(Saved entries)
((
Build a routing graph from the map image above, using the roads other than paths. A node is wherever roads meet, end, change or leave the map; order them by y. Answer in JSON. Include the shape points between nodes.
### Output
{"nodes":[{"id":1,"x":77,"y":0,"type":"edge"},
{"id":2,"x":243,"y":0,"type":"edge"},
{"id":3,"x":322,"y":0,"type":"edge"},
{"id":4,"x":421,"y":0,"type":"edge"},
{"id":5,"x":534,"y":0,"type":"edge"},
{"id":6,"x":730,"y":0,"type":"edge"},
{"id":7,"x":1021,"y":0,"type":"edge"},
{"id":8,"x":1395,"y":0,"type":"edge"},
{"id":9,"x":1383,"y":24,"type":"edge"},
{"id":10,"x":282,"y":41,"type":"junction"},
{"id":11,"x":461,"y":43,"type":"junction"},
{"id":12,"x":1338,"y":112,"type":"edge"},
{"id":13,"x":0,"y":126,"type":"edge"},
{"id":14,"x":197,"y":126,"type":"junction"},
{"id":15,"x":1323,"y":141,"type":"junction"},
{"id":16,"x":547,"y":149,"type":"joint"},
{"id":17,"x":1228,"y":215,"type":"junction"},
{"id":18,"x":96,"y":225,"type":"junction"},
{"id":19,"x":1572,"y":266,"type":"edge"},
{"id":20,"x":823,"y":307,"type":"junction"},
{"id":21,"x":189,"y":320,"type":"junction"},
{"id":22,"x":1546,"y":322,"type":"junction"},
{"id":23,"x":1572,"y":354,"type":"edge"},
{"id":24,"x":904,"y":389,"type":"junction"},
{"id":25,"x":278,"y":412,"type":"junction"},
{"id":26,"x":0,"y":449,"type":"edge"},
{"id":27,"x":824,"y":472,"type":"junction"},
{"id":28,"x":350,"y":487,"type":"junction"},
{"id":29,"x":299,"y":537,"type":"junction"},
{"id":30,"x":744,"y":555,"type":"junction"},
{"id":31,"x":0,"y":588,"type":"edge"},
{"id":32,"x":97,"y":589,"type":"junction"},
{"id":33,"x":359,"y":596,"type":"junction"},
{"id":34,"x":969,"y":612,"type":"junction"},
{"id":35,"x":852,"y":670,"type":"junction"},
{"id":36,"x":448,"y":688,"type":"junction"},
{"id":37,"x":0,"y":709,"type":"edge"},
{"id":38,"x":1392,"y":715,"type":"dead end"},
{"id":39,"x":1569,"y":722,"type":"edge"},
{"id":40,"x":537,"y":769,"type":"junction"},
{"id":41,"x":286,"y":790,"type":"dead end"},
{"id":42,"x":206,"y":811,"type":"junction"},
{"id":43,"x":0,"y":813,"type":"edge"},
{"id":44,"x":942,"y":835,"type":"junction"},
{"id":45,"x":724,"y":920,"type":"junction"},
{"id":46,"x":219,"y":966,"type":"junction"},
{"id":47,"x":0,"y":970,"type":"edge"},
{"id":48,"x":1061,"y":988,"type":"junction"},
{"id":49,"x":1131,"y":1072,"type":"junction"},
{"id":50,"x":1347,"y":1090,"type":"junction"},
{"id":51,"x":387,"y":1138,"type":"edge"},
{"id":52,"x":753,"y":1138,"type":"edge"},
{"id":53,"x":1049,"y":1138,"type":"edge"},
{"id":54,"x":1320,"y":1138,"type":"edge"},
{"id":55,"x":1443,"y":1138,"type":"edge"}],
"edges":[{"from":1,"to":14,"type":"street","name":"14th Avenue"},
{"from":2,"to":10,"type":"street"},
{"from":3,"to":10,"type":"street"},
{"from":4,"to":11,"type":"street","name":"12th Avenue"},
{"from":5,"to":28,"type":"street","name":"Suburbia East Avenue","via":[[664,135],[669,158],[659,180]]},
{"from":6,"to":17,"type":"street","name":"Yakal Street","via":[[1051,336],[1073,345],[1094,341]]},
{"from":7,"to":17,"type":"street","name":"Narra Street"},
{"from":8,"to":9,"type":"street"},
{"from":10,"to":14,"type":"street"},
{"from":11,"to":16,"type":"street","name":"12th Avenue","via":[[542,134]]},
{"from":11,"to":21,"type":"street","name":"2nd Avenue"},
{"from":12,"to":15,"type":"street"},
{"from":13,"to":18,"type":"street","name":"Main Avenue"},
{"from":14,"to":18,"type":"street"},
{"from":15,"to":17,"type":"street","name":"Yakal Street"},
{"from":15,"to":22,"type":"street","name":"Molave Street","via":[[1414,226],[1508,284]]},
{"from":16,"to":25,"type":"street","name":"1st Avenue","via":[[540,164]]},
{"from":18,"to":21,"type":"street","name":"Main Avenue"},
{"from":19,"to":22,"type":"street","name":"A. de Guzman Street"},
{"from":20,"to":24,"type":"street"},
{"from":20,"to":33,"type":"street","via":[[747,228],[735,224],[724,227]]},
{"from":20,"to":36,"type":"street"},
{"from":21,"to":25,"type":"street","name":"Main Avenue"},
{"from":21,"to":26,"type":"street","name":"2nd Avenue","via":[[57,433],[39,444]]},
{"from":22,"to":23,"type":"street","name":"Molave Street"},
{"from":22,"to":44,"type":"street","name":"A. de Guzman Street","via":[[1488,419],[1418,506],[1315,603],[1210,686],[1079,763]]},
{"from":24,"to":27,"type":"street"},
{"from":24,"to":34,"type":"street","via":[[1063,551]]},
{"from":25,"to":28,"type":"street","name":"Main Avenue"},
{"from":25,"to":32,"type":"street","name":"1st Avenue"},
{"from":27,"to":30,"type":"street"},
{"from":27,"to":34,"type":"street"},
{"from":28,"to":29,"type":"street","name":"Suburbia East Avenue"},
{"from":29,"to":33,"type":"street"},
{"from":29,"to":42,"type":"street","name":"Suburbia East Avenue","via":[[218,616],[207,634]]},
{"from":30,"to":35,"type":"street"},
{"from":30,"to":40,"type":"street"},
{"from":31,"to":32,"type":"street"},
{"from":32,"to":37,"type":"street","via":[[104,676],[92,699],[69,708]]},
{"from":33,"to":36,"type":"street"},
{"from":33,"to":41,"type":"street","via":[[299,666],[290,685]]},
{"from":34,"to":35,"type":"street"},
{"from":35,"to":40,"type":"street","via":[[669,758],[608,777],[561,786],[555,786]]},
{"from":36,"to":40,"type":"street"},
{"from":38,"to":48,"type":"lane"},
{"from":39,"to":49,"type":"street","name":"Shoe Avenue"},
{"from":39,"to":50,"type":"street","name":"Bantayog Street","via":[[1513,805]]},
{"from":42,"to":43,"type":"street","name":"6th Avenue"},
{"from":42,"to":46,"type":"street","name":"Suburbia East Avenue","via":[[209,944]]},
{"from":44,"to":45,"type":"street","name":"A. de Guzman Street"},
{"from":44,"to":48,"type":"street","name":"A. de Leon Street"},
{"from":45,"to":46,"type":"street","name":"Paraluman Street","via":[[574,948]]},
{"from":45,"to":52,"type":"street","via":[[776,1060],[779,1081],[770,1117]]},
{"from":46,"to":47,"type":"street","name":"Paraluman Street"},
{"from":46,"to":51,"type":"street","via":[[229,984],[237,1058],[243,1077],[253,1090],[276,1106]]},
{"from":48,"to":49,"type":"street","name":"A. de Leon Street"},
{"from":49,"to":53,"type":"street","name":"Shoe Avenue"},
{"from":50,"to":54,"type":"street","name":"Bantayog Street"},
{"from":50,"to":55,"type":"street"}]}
))
Each line of the records with the word "Main" in it is to be copied.

RESULT FOR THIS TASK —
{"from":13,"to":18,"type":"street","name":"Main Avenue"},
{"from":18,"to":21,"type":"street","name":"Main Avenue"},
{"from":21,"to":25,"type":"street","name":"Main Avenue"},
{"from":25,"to":28,"type":"street","name":"Main Avenue"},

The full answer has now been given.